## [Task requirements]
With the string "Sinteldreef" as the filter, copy each matching line from the records.
*** Exercise materials Section Begins ***
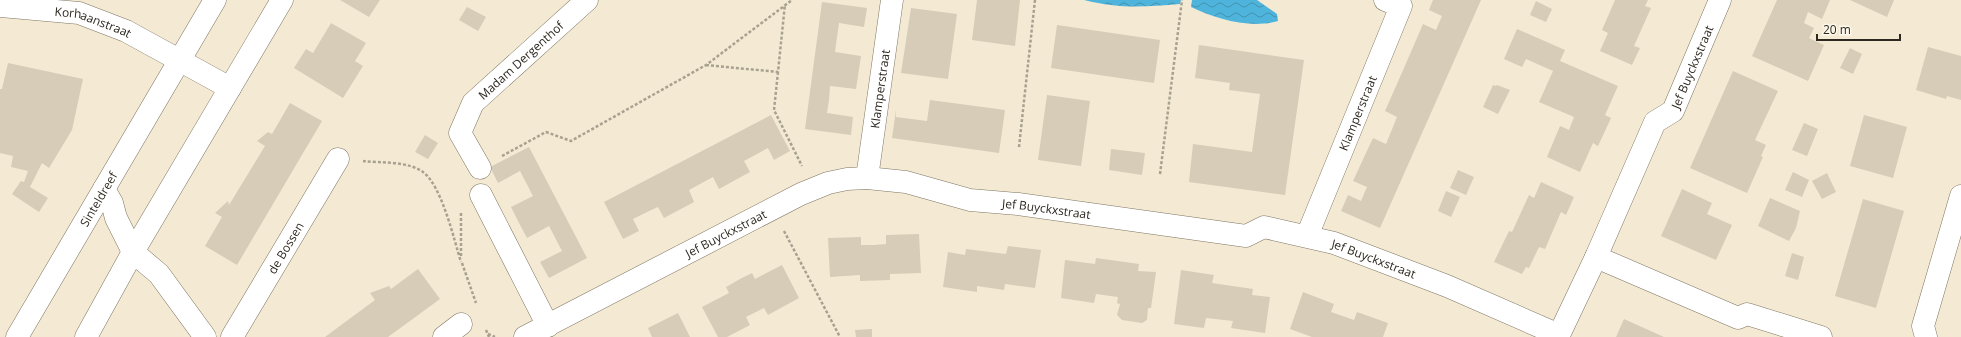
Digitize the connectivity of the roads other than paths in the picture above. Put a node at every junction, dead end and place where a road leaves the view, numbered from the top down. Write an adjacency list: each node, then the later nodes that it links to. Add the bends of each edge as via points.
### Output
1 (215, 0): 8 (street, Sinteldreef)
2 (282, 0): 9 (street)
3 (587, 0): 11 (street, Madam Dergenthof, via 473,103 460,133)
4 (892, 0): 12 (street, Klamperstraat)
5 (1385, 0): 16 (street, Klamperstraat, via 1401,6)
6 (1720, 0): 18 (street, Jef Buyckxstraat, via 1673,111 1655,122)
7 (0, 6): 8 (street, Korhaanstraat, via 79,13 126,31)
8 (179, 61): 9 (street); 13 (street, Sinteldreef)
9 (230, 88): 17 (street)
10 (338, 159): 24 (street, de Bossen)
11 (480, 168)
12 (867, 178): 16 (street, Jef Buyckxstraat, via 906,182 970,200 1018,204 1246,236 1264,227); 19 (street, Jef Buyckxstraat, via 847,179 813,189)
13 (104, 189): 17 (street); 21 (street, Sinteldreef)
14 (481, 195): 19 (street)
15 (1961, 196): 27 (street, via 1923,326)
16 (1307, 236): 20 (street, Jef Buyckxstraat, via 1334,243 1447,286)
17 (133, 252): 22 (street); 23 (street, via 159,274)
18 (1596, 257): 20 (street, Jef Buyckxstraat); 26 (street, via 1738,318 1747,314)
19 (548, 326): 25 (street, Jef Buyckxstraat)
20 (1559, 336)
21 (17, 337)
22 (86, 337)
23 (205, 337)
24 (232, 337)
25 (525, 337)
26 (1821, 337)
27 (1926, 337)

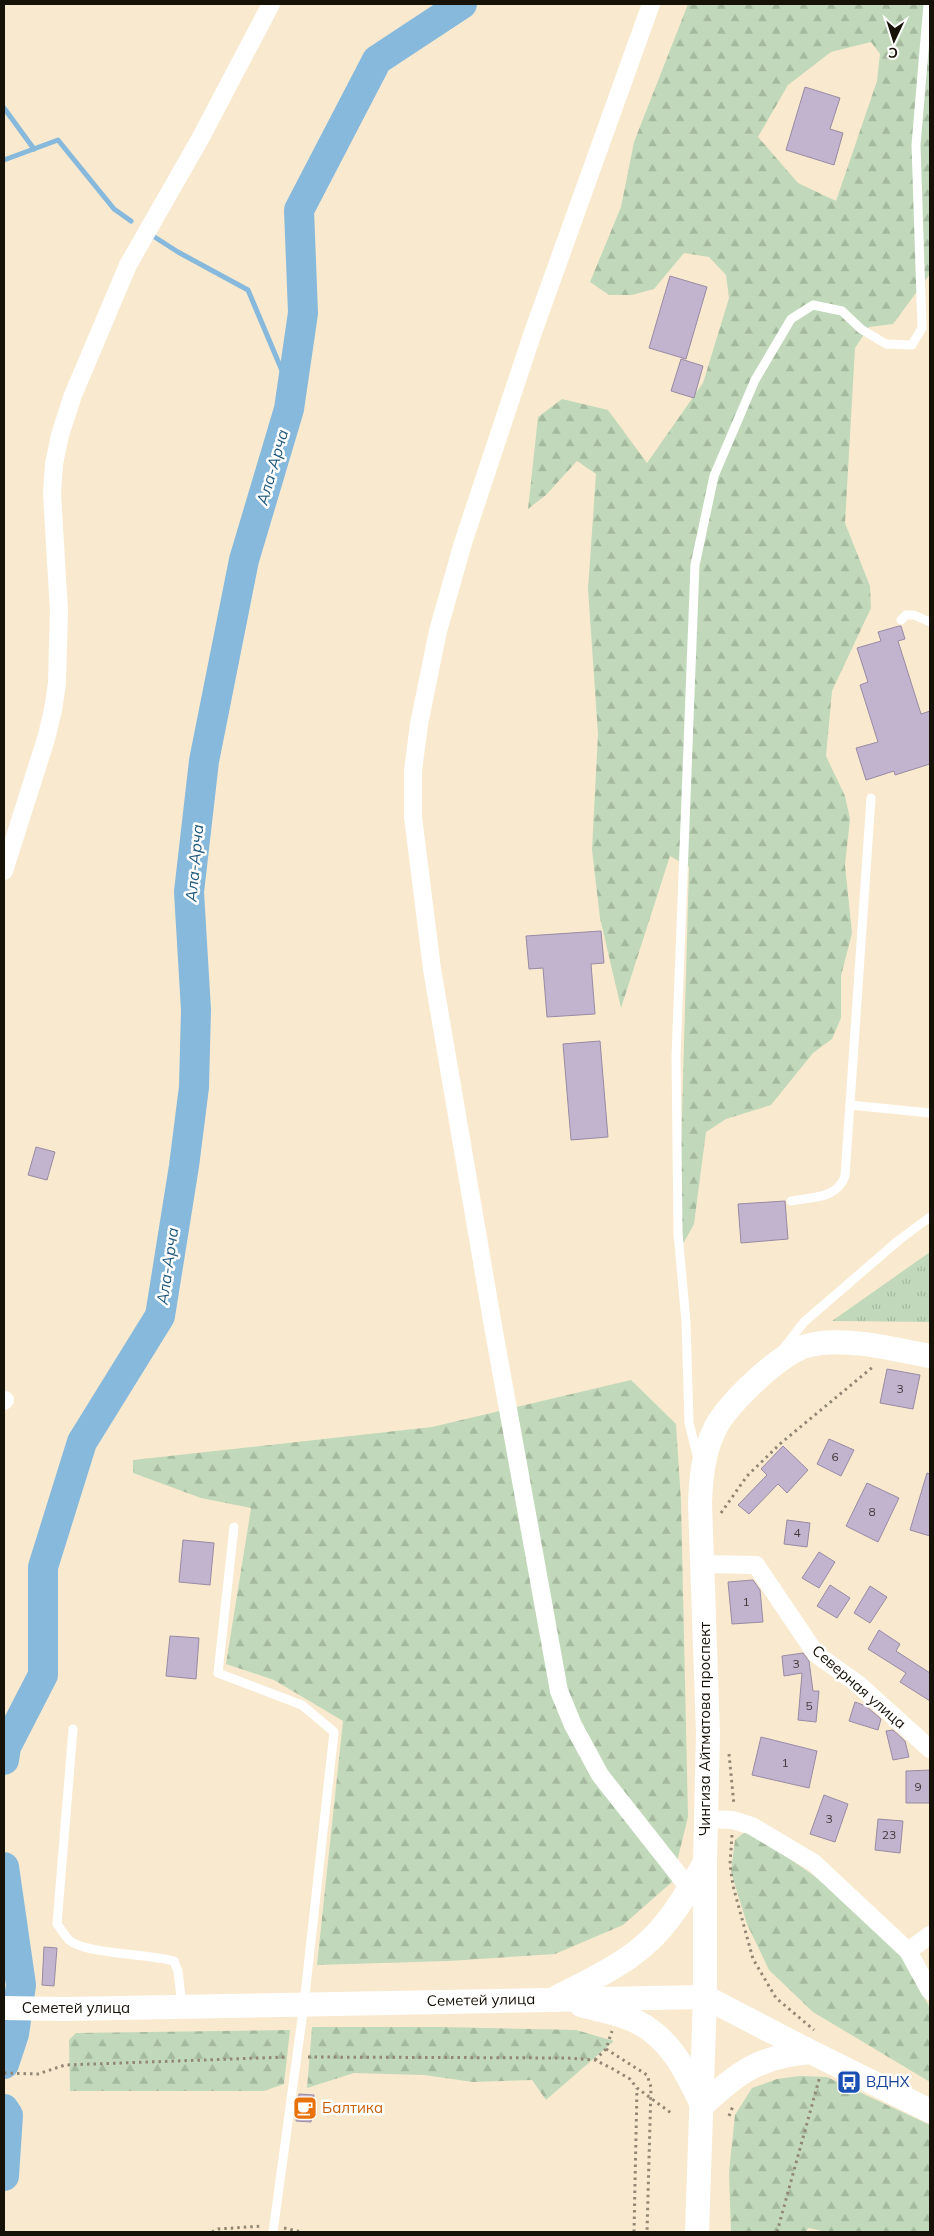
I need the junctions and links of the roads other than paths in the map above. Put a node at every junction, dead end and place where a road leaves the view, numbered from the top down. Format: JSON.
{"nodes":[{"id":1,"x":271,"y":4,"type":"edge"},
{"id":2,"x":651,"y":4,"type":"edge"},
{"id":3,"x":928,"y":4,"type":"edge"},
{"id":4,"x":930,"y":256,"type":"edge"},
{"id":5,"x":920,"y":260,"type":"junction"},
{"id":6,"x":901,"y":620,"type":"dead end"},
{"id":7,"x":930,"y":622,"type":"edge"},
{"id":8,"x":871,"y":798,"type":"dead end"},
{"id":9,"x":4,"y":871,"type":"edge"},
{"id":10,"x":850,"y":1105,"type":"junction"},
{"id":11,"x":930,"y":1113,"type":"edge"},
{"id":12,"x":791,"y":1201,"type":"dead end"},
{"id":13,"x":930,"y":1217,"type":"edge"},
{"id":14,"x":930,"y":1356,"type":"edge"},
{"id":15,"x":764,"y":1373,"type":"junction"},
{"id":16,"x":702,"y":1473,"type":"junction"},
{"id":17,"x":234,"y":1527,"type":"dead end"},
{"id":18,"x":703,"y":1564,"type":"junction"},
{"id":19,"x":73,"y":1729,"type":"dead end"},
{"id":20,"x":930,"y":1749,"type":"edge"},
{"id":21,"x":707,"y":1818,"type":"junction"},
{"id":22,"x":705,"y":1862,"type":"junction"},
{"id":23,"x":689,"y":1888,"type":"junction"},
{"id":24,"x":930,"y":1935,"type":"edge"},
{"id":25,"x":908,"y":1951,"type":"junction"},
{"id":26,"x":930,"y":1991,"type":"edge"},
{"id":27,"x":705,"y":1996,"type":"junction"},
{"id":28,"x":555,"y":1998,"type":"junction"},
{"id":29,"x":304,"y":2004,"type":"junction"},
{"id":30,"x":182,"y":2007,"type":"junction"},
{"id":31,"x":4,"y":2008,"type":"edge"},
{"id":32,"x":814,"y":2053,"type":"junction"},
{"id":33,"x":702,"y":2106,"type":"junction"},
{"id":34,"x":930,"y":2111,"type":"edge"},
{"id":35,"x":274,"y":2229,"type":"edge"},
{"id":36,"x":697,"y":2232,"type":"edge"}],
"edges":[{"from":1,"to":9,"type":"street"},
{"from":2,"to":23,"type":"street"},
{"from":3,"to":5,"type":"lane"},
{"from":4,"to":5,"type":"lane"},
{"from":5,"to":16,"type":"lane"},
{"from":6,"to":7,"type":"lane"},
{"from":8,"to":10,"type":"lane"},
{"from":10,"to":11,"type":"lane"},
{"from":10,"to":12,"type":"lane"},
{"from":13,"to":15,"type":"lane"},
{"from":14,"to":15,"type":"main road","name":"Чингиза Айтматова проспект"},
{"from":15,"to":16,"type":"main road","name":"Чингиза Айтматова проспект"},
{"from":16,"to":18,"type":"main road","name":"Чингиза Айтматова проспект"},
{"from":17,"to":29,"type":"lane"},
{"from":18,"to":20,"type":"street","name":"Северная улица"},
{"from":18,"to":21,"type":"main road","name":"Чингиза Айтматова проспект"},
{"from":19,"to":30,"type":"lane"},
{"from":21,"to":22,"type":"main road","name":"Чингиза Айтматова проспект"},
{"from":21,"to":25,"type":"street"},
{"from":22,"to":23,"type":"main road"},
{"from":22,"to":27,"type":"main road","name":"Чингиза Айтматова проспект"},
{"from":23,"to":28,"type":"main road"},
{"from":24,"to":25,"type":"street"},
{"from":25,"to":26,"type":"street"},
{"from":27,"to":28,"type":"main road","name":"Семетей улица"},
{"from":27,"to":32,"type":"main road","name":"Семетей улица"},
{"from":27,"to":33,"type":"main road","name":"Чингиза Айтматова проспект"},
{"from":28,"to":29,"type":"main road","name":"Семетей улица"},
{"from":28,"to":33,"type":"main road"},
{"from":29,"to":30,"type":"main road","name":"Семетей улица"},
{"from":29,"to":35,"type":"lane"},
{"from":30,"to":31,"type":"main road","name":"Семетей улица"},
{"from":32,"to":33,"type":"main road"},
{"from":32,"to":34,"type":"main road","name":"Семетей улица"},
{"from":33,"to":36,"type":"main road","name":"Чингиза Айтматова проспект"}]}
*** Exercise materials Section Ends ***
## [Your solution]
1 (215, 0): 8 (street, Sinteldreef)
8 (179, 61): 9 (street); 13 (street, Sinteldreef)
13 (104, 189): 17 (street); 21 (street, Sinteldreef)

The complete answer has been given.